Considérant que cette transaction est déséquilibrée, le liquidateur judiciaire assigne devant le tribunal ayant ouvert la procédure collective de l’entreprise, sur le fondement des nullités de droit de la période suspecte et plus précisément de l’article L.632-1, I, 2° du Code de commerce aux termes duquel « est nul tout contrat commutatif dans lequel les obligations du débiteur excèdent notablement celles de l’autre partie », l’ancien salarié pour obtenir la nullité de la transaction et le remboursement de l’indemnité versée.
Soutenant que le litige relevait de la compétence du conseil de prud’hommes en application de l’article L.1411-1 du Code du travail et que le liquidateur judiciaire exerçait l’action en lieu et place de son ancien employeur, partie à la transaction, le salarié a soulevé une exception de compétence qui a été rejetée par les juges du fond.
La Haute juridiction approuve la cour d’appel et rejette le pourvoi aux termes d’attendus limpides :
« Mais attendu, d’une part, que l’arrêt énonce exactement que l’action en nullité de la transaction, fondée sur l’article L.632-1 I 2°, du Code de commerce selon lequel est nul tout contrat commutatif dans lequel les obligations du débiteur excèdent notablement celles de l’autre partie, est née de la procédure collective et soumise à son influence juridique et qu’elle relève, par conséquent de la compétence spéciale et d’ordre public du tribunal de la procédure collective édictée à l’article R.662-3 du Code de commerce, qui déroge aux règles de compétence de droit commun ;
Attendu, d’autre part, que le liquidateur qui demande à titre principal la nullité d’un acte sur le fondement des dispositions de l’article L.632-1 I 2°, du Code de commerce ne se substitue pas au débiteur dessaisi pour agir en son nom mais exerce une action au nom et dans l’intérêt collectif des créanciers de sorte que le moyen qui soutient que le liquidateur a agi en qualité de représentant de l’employeur, partie à la transaction, est inopérant ; »
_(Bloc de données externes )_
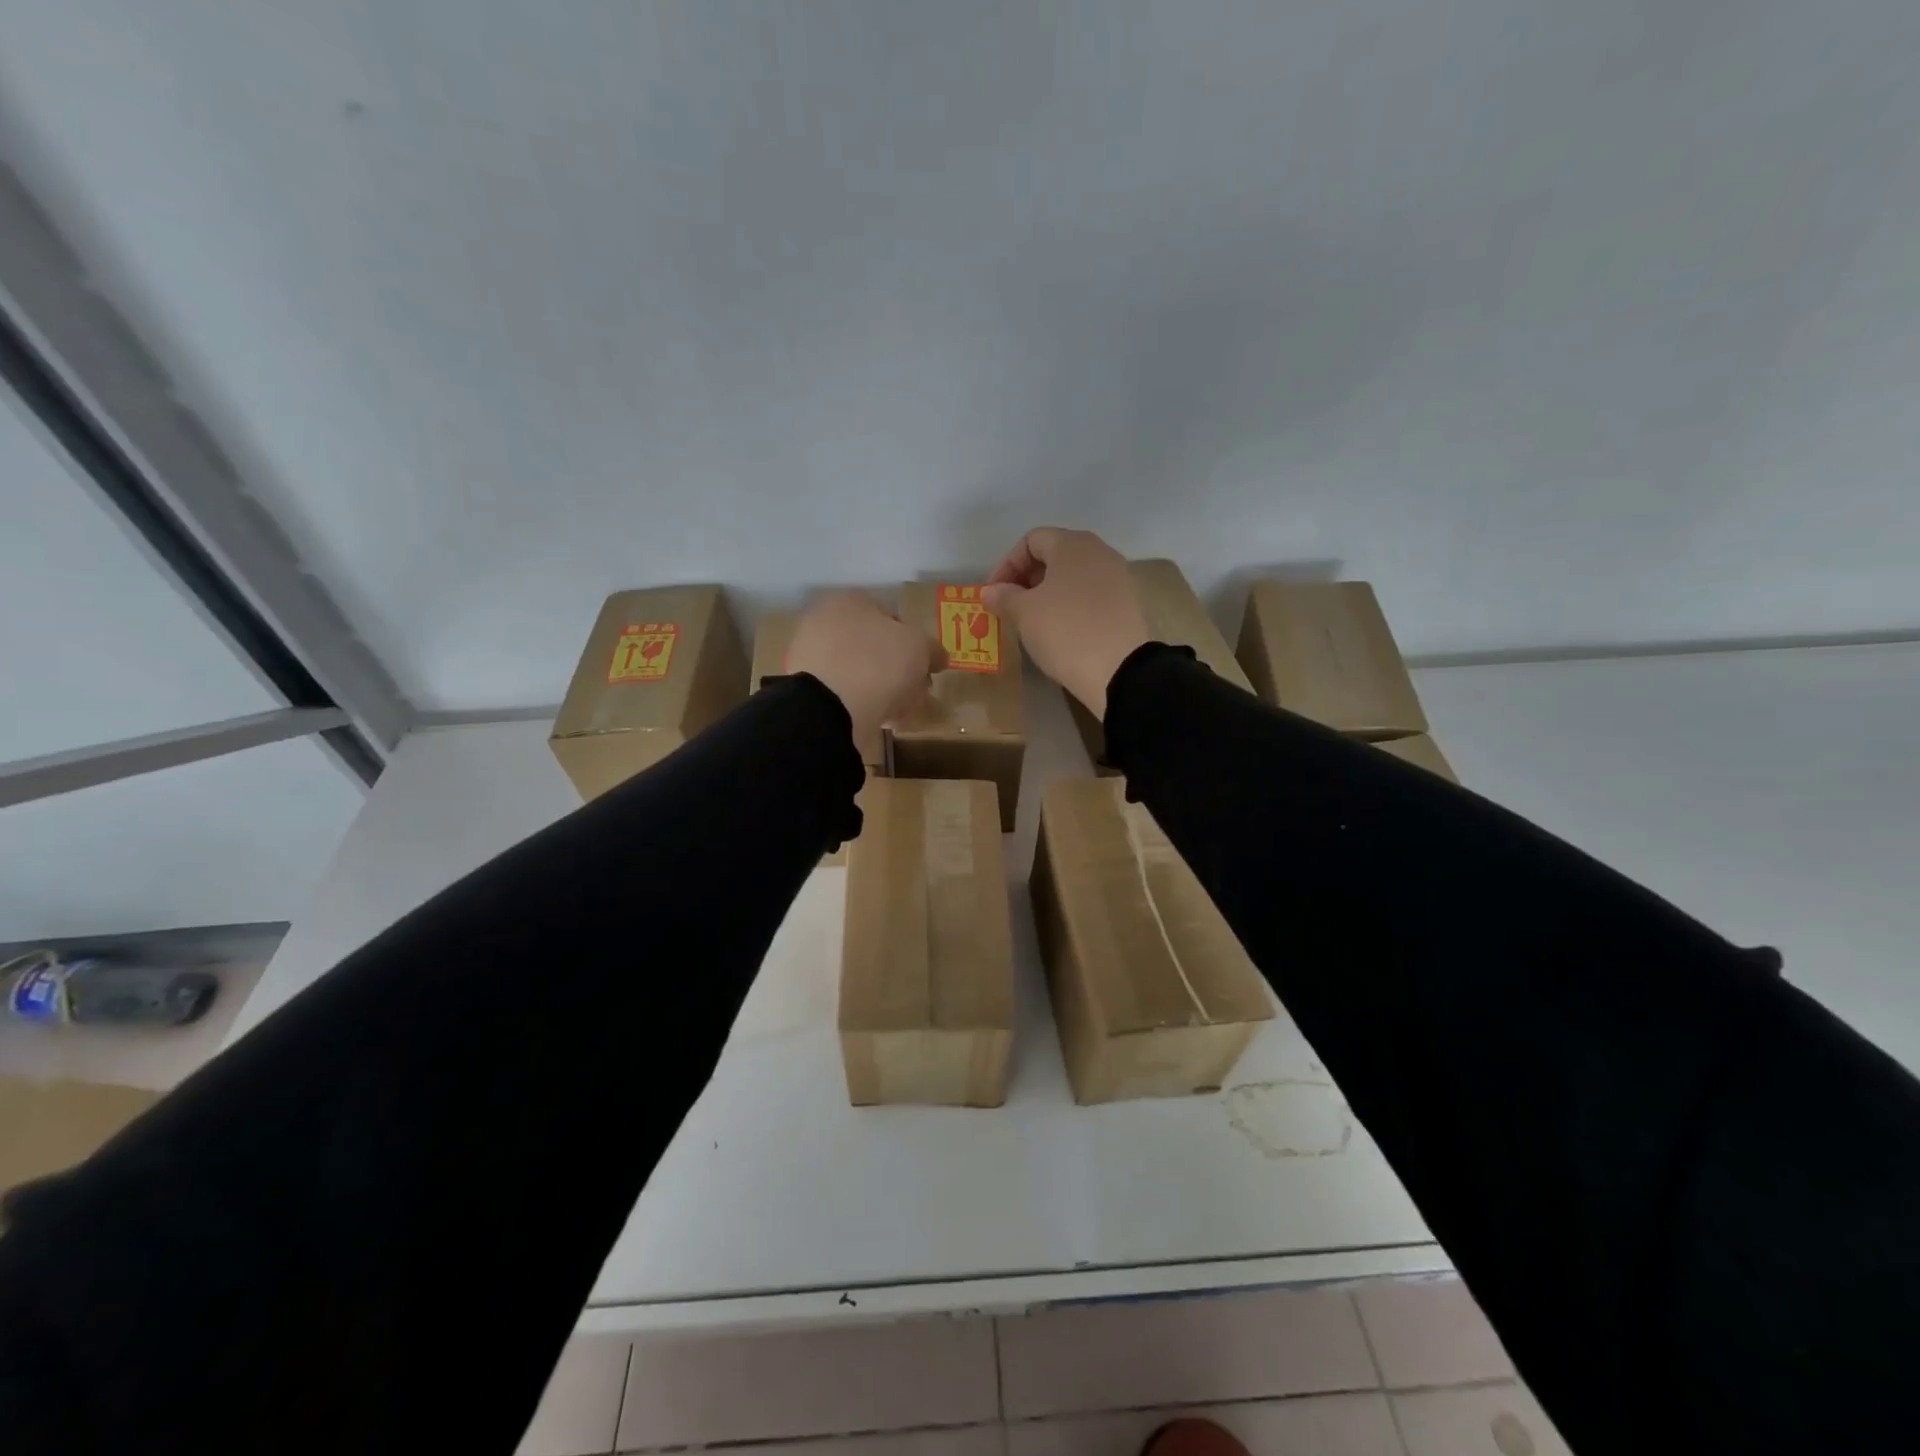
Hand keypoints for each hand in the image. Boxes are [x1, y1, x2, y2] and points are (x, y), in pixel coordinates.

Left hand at [785, 590, 946, 751]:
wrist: (831, 707)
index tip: (926, 666)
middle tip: (918, 691)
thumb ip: (932, 649)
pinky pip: (844, 694)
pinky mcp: (806, 691)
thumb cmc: (879, 662)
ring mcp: (810, 658)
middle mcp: (823, 622)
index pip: (890, 616)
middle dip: (899, 669)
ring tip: (903, 711)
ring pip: (859, 672)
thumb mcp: (920, 648)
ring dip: (884, 689)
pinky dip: (864, 704)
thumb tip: (938, 657)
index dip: (914, 642)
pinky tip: (883, 720)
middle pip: (874, 646)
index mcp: (848, 601)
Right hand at [981, 528, 1148, 718]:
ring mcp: (1119, 578)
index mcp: (1073, 544)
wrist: (1119, 670)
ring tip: (1033, 621)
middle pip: (1055, 555)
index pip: (1031, 540)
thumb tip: (990, 591)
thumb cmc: (1065, 630)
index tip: (994, 594)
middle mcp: (1100, 552)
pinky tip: (1061, 631)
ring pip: (1074, 577)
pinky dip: (1071, 606)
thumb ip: (1004, 596)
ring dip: (1048, 594)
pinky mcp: (1128, 604)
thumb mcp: (1024, 613)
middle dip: (1027, 579)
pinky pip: (1091, 596)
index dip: (1007, 564)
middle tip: (1011, 606)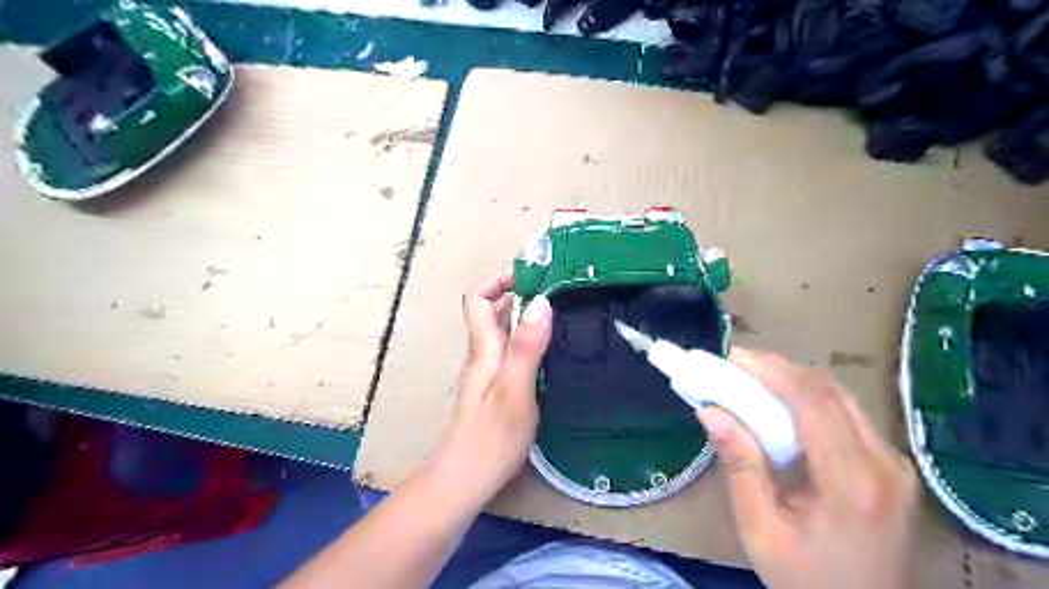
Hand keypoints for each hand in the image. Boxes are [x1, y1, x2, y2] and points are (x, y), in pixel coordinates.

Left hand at [430, 269, 551, 507]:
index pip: (477, 299)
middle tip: (558, 289)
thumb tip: (541, 301)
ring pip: (504, 332)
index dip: (497, 280)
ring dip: (527, 316)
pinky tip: (554, 350)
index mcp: (483, 349)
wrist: (466, 479)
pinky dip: (530, 340)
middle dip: (519, 293)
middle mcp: (482, 355)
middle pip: (493, 312)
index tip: (530, 273)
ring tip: (562, 312)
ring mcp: (489, 373)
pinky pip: (512, 352)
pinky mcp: (497, 389)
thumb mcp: (515, 390)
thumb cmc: (491, 437)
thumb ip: (526, 347)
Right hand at [700, 349, 920, 588]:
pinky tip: (781, 406)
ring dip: (794, 381)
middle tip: (735, 367)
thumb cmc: (806, 580)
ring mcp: (895, 464)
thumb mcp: (760, 530)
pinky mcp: (892, 466)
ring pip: (841, 397)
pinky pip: (848, 414)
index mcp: (853, 484)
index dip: (772, 371)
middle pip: (831, 391)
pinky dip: (810, 400)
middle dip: (779, 370)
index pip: (814, 403)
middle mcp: (885, 464)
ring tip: (752, 381)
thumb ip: (739, 467)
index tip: (732, 358)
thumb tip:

Cette décision est l’occasion pour la Cour de cassation de rappeler la primauté de compétence du tribunal de la procédure collective qui, en application de l’article R.662-3 du Code de commerce, connaît de toute action née de la procédure collective ou soumise à son influence juridique (par ex. Cass. com., 18 mai 2017, n°15-23.973, à propos d’un contrat de vente immobilière).
L’action en nullité des actes accomplis en période suspecte est une action née par l’effet de la procédure collective, dont l’objectif « est de reconstituer l’actif du débiteur » (L.632-4 du Code de commerce) ; en l’exerçant il est dès lors patent que le liquidateur agit dans l’intérêt collectif des créanciers de la procédure collective et que la compétence spéciale et d’ordre public du tribunal de la procédure collective justifie qu’il soit dérogé aux règles du droit commun.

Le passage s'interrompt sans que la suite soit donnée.